Please filter the data down to the lines that include the word "where" and copy them.
(Dataset content Opens)
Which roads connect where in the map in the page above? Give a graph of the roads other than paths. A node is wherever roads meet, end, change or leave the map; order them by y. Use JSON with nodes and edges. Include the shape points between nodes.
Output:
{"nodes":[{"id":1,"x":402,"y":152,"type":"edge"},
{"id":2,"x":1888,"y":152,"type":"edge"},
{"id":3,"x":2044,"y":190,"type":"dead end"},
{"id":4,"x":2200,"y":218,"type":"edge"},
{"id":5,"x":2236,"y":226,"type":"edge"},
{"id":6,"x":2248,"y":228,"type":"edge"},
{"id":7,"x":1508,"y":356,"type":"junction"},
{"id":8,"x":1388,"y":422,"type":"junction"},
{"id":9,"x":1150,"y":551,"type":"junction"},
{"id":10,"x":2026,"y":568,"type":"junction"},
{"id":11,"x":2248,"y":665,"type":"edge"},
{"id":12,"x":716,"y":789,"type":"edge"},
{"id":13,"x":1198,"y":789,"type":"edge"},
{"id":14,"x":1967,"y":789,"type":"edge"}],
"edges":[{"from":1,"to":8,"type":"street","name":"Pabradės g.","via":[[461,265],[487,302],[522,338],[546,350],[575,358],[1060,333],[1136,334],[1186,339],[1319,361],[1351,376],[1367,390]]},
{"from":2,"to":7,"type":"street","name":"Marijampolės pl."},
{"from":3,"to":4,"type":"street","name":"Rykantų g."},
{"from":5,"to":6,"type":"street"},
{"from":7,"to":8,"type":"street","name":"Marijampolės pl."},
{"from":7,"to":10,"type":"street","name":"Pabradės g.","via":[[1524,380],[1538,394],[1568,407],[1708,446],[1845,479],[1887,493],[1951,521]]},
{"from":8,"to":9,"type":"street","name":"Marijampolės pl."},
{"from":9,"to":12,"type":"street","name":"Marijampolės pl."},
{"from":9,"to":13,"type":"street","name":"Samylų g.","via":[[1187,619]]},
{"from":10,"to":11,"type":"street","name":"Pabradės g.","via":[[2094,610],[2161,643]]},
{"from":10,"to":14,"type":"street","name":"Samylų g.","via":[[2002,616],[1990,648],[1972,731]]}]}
(Dataset content Closes)
(Dataset content Opens)
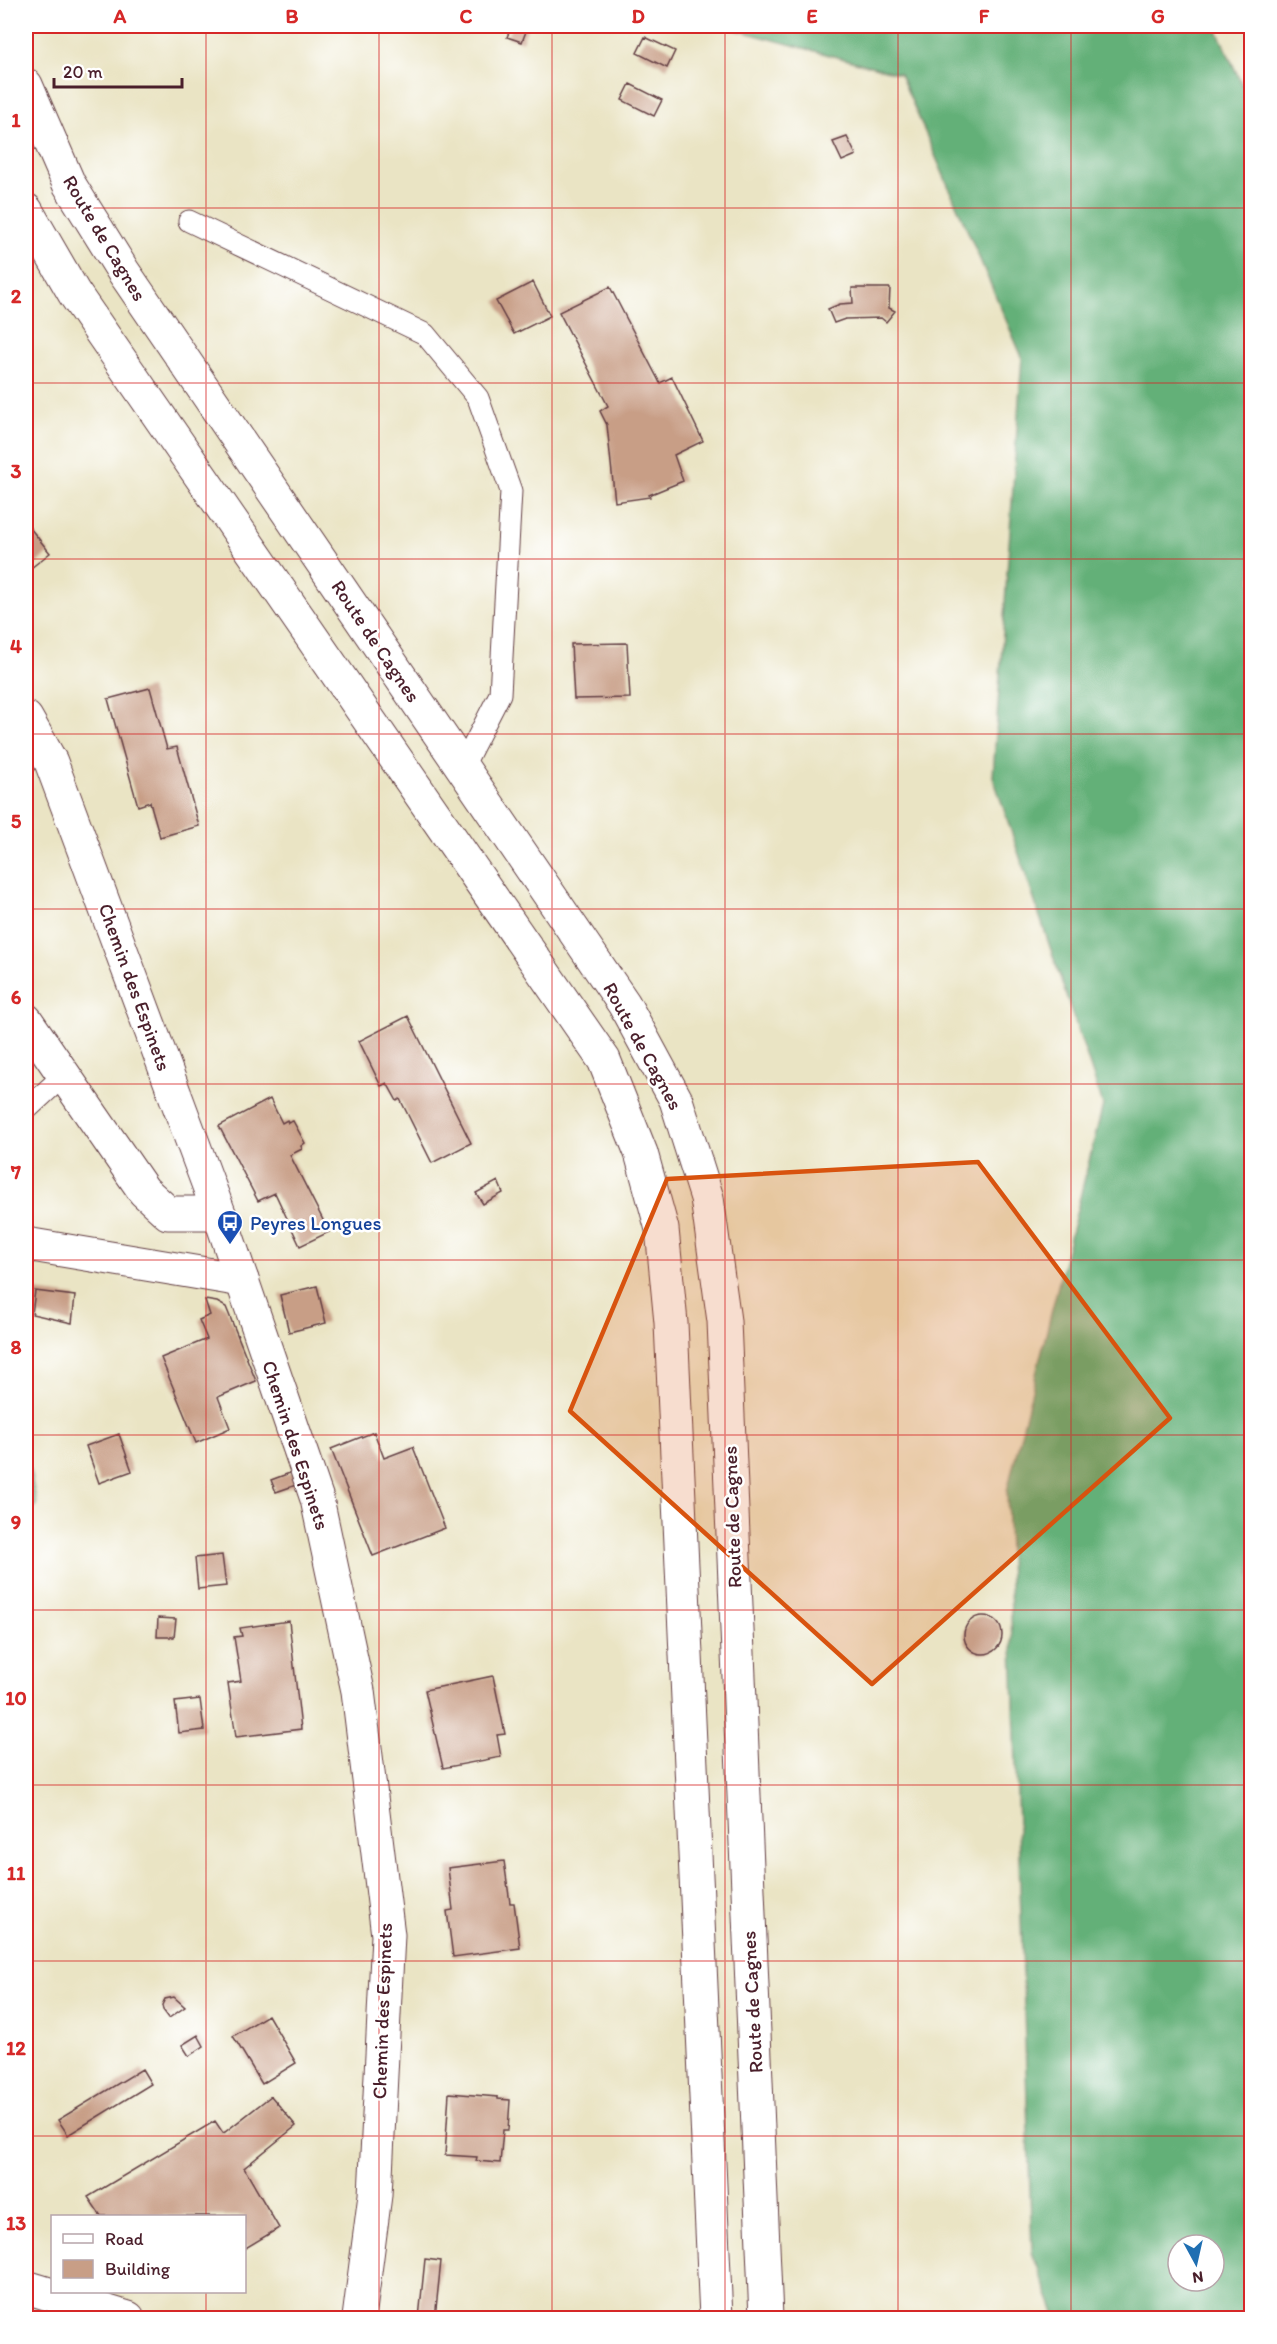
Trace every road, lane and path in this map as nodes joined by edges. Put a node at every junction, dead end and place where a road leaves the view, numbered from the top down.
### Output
(Dataset content Closes)
■ Final answer:
Which roads connect where in the map in the page above? Give a graph of the roads other than paths. A node is wherever roads meet, end, change or leave the map; order them by y. Use JSON with nodes and edges. Include the shape points between nodes.
Trace every road, lane and path in this map as nodes joined by edges. Put a node at every junction, dead end and place where a road leaves the view, numbered from the top down.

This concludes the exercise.